Photo by Joseph Hooker; ISO 250, f/2.8, 1/125-second exposure.

So get in close. When you think you’re close enough, get in even closer. Take at least one or two pictures ridiculously too close. So close you can’t even fit the whole subject in the frame. You can always back up if it’s too close, but that’s a rare problem.

Use Flash Outdoors

It seems counter-intuitive to turn the flash on outdoors, but give it a try; it really works! If you don’t have a speed light, that’s okay; the built-in flash on most cameras is generally a very poor light source for taking pictures, but it can make an absolutely marvelous fill flash.

basics of photography that have stayed the same

Photo by k_mosimann; ISO 500, f/2.5, 1/500-second exposure.

Try to find some open shade for your subject, then turn on the camera flash. That tells the camera to fire the flash, even if its computer thinks it doesn’t need to. Frame your picture like you normally would and check the results.
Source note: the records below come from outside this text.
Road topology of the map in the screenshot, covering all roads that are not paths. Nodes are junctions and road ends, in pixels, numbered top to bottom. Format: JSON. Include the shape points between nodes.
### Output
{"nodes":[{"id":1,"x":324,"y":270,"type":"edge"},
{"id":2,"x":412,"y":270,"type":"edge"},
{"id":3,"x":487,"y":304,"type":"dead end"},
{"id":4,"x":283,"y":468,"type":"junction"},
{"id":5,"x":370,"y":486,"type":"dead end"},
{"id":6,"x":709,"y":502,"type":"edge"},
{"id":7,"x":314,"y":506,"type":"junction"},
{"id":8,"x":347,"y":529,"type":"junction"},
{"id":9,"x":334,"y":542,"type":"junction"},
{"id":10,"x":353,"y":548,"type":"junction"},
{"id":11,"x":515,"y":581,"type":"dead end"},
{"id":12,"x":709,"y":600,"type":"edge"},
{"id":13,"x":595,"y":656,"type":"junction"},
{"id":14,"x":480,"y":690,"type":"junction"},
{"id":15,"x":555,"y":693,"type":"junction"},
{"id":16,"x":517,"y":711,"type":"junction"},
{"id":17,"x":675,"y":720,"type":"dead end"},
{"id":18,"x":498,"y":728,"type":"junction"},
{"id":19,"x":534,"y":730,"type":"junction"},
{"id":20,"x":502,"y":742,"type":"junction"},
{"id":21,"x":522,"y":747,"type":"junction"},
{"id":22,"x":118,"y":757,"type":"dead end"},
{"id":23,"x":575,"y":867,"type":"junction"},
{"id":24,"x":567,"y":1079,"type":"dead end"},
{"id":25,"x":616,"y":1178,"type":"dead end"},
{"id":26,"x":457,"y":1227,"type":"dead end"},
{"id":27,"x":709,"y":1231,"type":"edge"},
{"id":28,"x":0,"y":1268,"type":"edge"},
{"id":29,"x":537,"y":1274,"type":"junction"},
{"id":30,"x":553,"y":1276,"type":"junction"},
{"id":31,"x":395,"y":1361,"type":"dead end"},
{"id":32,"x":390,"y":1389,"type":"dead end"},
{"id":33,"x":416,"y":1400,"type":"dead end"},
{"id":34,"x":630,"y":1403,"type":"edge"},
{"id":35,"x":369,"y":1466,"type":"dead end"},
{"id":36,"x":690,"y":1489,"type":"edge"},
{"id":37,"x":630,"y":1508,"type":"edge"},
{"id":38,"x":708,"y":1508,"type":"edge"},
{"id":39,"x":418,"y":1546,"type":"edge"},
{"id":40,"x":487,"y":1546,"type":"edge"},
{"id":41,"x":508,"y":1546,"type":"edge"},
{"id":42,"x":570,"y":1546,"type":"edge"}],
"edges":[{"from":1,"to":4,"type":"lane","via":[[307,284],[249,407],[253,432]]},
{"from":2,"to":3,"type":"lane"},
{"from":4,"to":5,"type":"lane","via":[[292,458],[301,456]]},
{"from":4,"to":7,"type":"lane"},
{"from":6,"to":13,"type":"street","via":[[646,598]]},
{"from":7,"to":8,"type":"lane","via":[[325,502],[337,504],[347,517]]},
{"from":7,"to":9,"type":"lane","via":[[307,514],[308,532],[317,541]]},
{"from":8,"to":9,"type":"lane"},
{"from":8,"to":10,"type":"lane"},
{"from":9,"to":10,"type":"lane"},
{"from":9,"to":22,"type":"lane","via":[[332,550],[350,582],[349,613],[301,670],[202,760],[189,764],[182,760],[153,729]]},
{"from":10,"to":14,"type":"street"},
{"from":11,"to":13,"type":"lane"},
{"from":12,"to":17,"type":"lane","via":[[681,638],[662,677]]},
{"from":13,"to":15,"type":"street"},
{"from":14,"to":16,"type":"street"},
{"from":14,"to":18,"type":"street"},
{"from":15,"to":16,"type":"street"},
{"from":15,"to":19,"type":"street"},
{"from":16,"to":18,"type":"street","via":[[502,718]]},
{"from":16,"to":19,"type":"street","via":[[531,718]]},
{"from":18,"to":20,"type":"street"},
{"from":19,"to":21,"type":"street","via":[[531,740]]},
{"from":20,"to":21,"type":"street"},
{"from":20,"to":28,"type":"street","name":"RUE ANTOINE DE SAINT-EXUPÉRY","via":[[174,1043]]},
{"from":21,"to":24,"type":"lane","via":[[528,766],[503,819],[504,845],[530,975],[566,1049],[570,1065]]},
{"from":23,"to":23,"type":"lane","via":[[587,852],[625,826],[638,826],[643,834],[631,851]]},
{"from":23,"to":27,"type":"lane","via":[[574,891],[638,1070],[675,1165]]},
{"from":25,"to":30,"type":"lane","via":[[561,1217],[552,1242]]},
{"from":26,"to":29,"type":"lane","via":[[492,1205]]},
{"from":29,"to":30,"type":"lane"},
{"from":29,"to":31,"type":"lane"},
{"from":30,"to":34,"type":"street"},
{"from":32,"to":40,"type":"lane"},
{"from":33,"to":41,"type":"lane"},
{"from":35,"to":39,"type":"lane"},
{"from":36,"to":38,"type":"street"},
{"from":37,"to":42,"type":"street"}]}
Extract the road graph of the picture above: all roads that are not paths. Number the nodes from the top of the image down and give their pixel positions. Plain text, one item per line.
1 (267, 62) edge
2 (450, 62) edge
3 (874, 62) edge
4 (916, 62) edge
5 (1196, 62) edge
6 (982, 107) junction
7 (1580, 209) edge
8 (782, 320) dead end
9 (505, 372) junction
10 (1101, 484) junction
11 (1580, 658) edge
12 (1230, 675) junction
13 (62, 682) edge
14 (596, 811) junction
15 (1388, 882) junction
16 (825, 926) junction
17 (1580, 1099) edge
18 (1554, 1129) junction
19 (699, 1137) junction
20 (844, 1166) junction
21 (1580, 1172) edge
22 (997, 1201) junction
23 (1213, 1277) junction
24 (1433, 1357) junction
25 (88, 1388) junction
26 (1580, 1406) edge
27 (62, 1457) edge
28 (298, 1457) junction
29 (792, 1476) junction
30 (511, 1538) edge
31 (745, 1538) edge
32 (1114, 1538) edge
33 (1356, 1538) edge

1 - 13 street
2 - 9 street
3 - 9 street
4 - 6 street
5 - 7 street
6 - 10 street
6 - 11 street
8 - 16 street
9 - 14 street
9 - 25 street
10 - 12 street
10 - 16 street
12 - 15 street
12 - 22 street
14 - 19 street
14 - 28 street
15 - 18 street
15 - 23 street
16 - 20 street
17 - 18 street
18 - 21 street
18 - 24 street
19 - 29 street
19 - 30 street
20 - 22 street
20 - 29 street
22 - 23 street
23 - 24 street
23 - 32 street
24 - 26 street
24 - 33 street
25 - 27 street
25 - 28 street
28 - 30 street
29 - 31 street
Many professional photographers use fill flash even in full daylight.

Bend Light to Your Will

Even modern cameras are optimized to take photos in full, direct daylight, and many balance daylight slightly on the blue side. The blue bias is not always flattering to skin tones, which are more pleasing with the light shifted a little more toward the red end of the spectrum.

There are many ways to get light to do your bidding. You can wait until later in the day when the sun is lower in the sky, which scatters the blue spectrum and leaves light that is more reddish-gold in color.

photography basics for all cameras

Photo by Freaktography; ISO 100, f/16.0, 1-second exposure.

You can put a filter over the lens that makes the colors warmer. Or, you can fool the camera into thinking the light is more blue than it actually is.

The way to tell the camera to warm up the lighting is to set your white balance to cloudy or overcast. That tells the camera to expect a blue, overcast day and prods the camera’s computer to correct the colors toward the red end of the spectrum.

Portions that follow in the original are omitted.